Os encarregados devem aproveitar aqueles que são ótimos auxiliares do Cristo, mas ainda esquecidos na Doutrina – os médiuns doadores. Só o contato do doente com um médium equilibrado já o beneficia.
E ali, Luiz Sérgio, permaneci muitos meses, até que um dia fui trazida até aqui, onde já me sinto curada.
Sei, entretanto, que levarei de volta, quando reencarnar, um corpo doente, porque eu mesma o destruí e só o meu coração regenerado poderá curar-me.
Esforçava-se para não chorar. Segurei a mão de Lucy e, com os olhos orvalhados de lágrimas, falei-lhe:
- Minha querida irmã, jamais a esquecerei; sempre que eu puder, virei revê-la. Você representa também para mim uma mão estendida. Mão esta que precisou ser marcada pela dor, para voltar à vida.
- Obrigada, Luiz Sérgio, fico contente por ter-te conhecido. És muito bacana; a tua alegria me fez lembrar o passado, quando eu sonhava em ser feliz.
- Sonhava não, Lucy, sonha, porque como diz Ocaj: “Não assassinemos as nossas realidades para não distanciarmos nossos sonhos”.
Ela me fitou e pela primeira vez vi a esperança naqueles belos olhos azuis.
Apertando bem forte sua mão, despedi-me.
Caminhei, pensando:
“Deus, como sois poderoso em tão bem nos compreender. Se hoje nada desejamos, amanhã, em busca de algo nos encontraremos e assim, Pai, ides compreendendo as nossas fraquezas e não nos ofertando por ofertar e sim, quando já adultos, soubermos o que desejamos.

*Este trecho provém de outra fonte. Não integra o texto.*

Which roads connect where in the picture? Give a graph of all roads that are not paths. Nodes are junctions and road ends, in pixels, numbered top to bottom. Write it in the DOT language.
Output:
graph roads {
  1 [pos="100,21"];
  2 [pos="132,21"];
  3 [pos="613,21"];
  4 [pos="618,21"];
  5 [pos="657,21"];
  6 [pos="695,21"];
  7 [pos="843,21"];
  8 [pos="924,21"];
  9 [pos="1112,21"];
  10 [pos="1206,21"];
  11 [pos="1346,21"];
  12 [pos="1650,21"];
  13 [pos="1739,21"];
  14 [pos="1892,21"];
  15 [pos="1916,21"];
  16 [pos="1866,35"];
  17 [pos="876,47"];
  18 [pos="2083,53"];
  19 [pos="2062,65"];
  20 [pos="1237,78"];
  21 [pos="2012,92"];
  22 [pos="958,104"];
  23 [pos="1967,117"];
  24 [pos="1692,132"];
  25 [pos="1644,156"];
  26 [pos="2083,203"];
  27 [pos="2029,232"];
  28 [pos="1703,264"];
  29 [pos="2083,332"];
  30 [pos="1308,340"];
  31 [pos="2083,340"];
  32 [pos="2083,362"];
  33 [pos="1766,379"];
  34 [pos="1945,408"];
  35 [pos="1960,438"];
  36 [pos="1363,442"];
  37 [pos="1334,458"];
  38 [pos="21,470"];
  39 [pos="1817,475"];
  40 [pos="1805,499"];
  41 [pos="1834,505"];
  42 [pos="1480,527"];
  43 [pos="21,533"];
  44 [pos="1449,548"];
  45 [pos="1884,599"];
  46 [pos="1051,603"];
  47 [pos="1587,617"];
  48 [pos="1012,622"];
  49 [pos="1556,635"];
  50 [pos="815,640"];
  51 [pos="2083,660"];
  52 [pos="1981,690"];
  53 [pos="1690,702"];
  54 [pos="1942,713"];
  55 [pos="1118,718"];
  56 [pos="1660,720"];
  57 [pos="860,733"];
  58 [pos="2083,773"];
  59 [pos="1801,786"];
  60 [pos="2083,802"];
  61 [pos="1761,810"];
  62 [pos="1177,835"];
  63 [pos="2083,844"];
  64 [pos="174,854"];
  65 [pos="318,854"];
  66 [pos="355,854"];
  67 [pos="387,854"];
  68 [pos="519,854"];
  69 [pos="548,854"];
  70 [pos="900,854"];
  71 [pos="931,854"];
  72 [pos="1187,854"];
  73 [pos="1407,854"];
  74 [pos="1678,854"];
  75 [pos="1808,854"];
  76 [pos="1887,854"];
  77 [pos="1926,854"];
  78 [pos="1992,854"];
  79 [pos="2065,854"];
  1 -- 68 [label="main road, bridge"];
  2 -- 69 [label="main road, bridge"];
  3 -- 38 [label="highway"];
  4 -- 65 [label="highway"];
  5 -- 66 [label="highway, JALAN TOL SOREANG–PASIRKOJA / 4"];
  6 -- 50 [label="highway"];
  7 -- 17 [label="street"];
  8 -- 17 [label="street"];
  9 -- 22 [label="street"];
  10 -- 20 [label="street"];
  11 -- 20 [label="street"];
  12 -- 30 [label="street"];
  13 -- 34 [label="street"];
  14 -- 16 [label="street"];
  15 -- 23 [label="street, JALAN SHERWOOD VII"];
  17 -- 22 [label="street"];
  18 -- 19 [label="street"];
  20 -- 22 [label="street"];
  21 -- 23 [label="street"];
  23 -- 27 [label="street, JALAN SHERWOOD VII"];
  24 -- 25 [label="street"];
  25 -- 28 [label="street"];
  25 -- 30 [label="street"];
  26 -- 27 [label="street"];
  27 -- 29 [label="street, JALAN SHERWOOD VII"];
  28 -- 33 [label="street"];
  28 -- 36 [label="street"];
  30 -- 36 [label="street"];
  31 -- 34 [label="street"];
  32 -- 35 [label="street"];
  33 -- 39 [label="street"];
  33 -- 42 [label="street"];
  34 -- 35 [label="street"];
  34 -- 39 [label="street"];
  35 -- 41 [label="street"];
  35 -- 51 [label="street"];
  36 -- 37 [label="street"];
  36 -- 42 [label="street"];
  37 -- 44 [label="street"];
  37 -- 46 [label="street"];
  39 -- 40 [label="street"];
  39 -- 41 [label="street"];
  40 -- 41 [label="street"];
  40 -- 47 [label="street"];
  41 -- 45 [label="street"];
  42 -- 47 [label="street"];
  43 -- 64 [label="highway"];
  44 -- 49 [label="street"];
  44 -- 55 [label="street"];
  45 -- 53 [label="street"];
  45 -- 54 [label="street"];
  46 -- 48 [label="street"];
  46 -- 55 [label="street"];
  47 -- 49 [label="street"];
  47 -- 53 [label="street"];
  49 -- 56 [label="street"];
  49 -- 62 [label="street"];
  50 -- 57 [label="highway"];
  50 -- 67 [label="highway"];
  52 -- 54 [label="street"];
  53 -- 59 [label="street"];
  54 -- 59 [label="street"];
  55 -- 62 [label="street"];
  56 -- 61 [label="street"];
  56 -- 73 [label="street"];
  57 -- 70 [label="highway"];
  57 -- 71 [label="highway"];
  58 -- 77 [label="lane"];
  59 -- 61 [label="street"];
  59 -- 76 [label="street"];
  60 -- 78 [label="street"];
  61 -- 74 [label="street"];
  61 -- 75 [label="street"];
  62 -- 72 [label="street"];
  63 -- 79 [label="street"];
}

Hoje, Senhor, peço-Vos por todos aqueles que vivem duras e cruéis realidades e estão em vias de deixar tudo para trás através do suicídio.
Fortalecei, Senhor, os Seus protetores para que possam segurar bem firme essas almas em desespero”.
Que estas linhas possam chegar às mãos de todos aqueles que desesperados se encontram e que eles saibam que deste lado do horizonte existe alguém que todos os dias pede a Deus muita paz e muito amor para todos os seus irmãos.
Eu amos todos vocês, meus queridos amigos.